Background Modern machine learning (ML) models based on highly multivariate attribute sets (e.g. unbiased -omics data) can be very successful at generating clinically useful predictions, but at the price of less transparency in how individual attributes are used to make those predictions. In short, ML test algorithms tend to be ”black boxes”. Shapley values (SVs)1 describe the relative importance of the attributes used within a multivariate test to the generation of the test result for an individual patient.2 While typically the calculation of SVs is computationally prohibitive, our ML architecture permits the generation of SVs for large patient cohorts. In this study, we evaluate SVs for the Anti-PD-L1 Response Test (ART), that was shown in independent validation to predict outcomes for patients treated with atezolizumab,3 for the POPLAR Ph2 and OAK Ph3 studies of non-small cell lung cancer (NSCLC) patients .4 5

Abstract 831 Figure 1

Radar plots illustrating the values of the 10 most important SVs for test classification generation for two samples classified as poor (A and B) and two samples classified as good (C and D). Positive SVs are shown in red and negative SVs are shown in blue

Abstract 831 Figure 2

Heatmaps of the SVs for samples classified as poor showing two subgroups (top and bottom, separated by horizontal line) with different patterns of SVs for (A) POPLAR and (B) OAK

Abstract 831 Figure 3

Heatmaps of the SVs for samples classified as good showing three subgroups, top, middle, and bottom, separated by horizontal lines) with different patterns of SVs for (A) POPLAR and (B) OAK

Methods ART results, Good or Poor had been produced for 262 patients in POPLAR (NCT01903993) and 786 patients in OAK (NCT02008227). Exact SVs were generated for each pretreatment serum sample for each of the 93 attributes (proteomic features) used in the test. The distribution of SVs across the cohort was investigated to assess the relative importance of each feature to test classification. Subgroups of patients with similar patterns of SVs were identified using t-sne plots and ML methods in the POPLAR cohort and validated in the OAK cohort.
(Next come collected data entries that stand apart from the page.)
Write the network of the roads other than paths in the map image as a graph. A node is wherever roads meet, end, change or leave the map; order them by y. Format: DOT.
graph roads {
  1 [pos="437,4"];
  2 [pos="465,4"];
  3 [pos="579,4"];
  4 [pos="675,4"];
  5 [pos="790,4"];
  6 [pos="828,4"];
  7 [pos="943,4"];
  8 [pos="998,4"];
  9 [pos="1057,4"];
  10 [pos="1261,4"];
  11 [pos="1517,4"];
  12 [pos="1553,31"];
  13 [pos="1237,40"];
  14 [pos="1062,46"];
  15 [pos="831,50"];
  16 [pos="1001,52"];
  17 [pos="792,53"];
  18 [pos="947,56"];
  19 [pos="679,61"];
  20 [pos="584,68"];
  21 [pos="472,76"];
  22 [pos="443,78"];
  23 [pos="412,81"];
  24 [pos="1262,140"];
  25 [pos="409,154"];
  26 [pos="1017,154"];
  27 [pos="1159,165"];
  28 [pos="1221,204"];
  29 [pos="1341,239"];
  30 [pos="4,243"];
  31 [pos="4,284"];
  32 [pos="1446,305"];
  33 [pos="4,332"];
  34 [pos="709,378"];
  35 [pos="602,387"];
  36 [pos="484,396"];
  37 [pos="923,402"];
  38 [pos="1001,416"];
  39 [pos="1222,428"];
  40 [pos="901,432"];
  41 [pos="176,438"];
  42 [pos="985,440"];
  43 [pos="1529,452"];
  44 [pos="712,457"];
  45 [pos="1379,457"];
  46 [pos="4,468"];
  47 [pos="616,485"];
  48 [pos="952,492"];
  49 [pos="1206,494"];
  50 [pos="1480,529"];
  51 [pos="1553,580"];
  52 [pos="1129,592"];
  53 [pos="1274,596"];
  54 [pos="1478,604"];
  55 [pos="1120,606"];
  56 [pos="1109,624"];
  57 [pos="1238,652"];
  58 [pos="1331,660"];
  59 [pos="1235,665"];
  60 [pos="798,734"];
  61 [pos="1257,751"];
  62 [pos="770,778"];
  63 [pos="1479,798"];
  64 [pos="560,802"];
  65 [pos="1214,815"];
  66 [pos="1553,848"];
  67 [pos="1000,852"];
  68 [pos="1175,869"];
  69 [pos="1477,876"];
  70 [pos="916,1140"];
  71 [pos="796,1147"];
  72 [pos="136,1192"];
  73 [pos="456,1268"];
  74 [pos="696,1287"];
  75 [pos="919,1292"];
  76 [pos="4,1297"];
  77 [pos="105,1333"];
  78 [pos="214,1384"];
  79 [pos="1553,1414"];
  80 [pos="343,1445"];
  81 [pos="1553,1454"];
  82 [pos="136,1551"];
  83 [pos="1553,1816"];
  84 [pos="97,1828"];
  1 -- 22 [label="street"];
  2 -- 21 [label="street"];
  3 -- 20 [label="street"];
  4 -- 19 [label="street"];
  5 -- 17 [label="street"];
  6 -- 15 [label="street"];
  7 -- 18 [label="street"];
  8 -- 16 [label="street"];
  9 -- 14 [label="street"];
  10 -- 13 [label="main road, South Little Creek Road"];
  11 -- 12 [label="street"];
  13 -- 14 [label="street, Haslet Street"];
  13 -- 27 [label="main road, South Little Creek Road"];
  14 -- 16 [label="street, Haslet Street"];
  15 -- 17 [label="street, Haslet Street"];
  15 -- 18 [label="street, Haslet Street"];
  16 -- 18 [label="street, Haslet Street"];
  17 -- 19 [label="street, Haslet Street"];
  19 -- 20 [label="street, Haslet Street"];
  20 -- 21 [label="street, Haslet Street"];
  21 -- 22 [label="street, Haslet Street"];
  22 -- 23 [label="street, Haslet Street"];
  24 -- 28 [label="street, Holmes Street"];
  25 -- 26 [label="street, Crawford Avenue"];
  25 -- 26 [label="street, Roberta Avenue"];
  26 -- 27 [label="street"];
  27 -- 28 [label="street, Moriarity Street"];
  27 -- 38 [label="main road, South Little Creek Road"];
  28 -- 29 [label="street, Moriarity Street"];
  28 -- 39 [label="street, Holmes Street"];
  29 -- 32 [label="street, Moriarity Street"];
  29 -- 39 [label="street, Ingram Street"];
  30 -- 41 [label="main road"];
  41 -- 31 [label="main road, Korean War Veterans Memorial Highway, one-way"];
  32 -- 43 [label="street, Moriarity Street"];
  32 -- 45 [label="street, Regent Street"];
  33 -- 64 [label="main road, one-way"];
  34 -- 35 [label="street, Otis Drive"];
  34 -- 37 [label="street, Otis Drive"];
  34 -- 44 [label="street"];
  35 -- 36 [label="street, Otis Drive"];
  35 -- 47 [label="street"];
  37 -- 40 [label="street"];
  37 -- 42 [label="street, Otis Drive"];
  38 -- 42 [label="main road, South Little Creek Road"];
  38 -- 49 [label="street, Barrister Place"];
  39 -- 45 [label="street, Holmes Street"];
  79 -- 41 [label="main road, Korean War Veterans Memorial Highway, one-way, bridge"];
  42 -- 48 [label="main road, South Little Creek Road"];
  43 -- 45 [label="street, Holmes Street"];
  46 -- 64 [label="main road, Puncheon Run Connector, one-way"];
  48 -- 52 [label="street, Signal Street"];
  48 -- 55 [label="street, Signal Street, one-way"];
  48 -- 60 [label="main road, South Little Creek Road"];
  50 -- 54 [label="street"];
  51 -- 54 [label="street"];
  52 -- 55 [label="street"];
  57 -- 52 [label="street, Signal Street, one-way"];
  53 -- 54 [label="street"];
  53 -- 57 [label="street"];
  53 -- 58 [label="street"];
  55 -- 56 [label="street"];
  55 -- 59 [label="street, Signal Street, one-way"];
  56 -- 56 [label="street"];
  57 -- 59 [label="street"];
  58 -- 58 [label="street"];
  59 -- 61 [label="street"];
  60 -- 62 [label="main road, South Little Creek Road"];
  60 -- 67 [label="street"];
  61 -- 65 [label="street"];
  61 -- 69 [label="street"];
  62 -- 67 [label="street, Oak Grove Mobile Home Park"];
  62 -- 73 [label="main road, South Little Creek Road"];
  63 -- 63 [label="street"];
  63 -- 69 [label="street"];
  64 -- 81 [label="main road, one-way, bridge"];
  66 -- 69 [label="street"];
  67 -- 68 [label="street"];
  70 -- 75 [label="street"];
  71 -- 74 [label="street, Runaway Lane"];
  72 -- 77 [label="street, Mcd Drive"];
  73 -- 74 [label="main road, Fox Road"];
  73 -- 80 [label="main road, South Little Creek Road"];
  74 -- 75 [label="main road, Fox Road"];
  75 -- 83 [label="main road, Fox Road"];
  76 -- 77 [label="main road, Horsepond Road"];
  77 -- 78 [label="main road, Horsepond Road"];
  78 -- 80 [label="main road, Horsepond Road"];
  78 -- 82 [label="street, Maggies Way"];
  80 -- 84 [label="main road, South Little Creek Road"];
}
Results The SV distributions showed that the features influencing ART classification most were similar in both POPLAR and OAK. The relative importance of features to test classification differed between patients (figure 1), but subgroups of patients within test classification groups showed similar patterns of SVs (figures 2 and 3). Such patient subgroups, identified within POPLAR, were also found in the OAK cohort and were associated with differences in outcome and/or differences in patient characteristics.

Conclusions SVs can explain how complex ML-based tests combine molecular attributes to produce individual patient results. Exact SVs can be obtained for certain ML architectures used in molecular test development, revealing the overall relative importance of attributes used in such molecular tests. Subgrouping of patients with the same test classification by different patterns of SVs is possible. This may reveal different biologies contributing to a Good or Poor phenotype and inform translational studies.

ClinicalTrials gov NCT01903993 and NCT02008227

References

  1. Shapley L. A value for n-person games. Contributions to the Theory of Games. 1953;2.28:307–317.

  2. Roder J, Maguire L, Georgantas R, Roder H. Explaining multivariate molecular diagnostic tests via Shapley values. BMC Med Inform Decis Mak 2021;21(1):211.

  3. Kowanetz M, Leng N, Roder J, et al. Evaluation of immune-related markers in the circulating proteomic and their association with atezolizumab efficacy in patients with 2L+ NSCLC. J Immunother Cancer 2018;6(Suppl1):114.

  4. Fehrenbacher L, Spira A, Ballinger M, et al. Atezolizumab versus docetaxel for patients with previously treated non-small-cell lung cancer (POPLAR): a multicentre, open-label, phase 2 randomised controlled trial. Lancet 2016;387(10030):1837–1846.

  5. Rittmeyer A, Barlesi F, Waterkamp D, et al. Atezolizumab versus docetaxel in patients with previously treated non-small-cell lung cancer (OAK): a phase 3, open-label, multicenter randomized controlled trial. Lancet 2017;389(10066):255–265.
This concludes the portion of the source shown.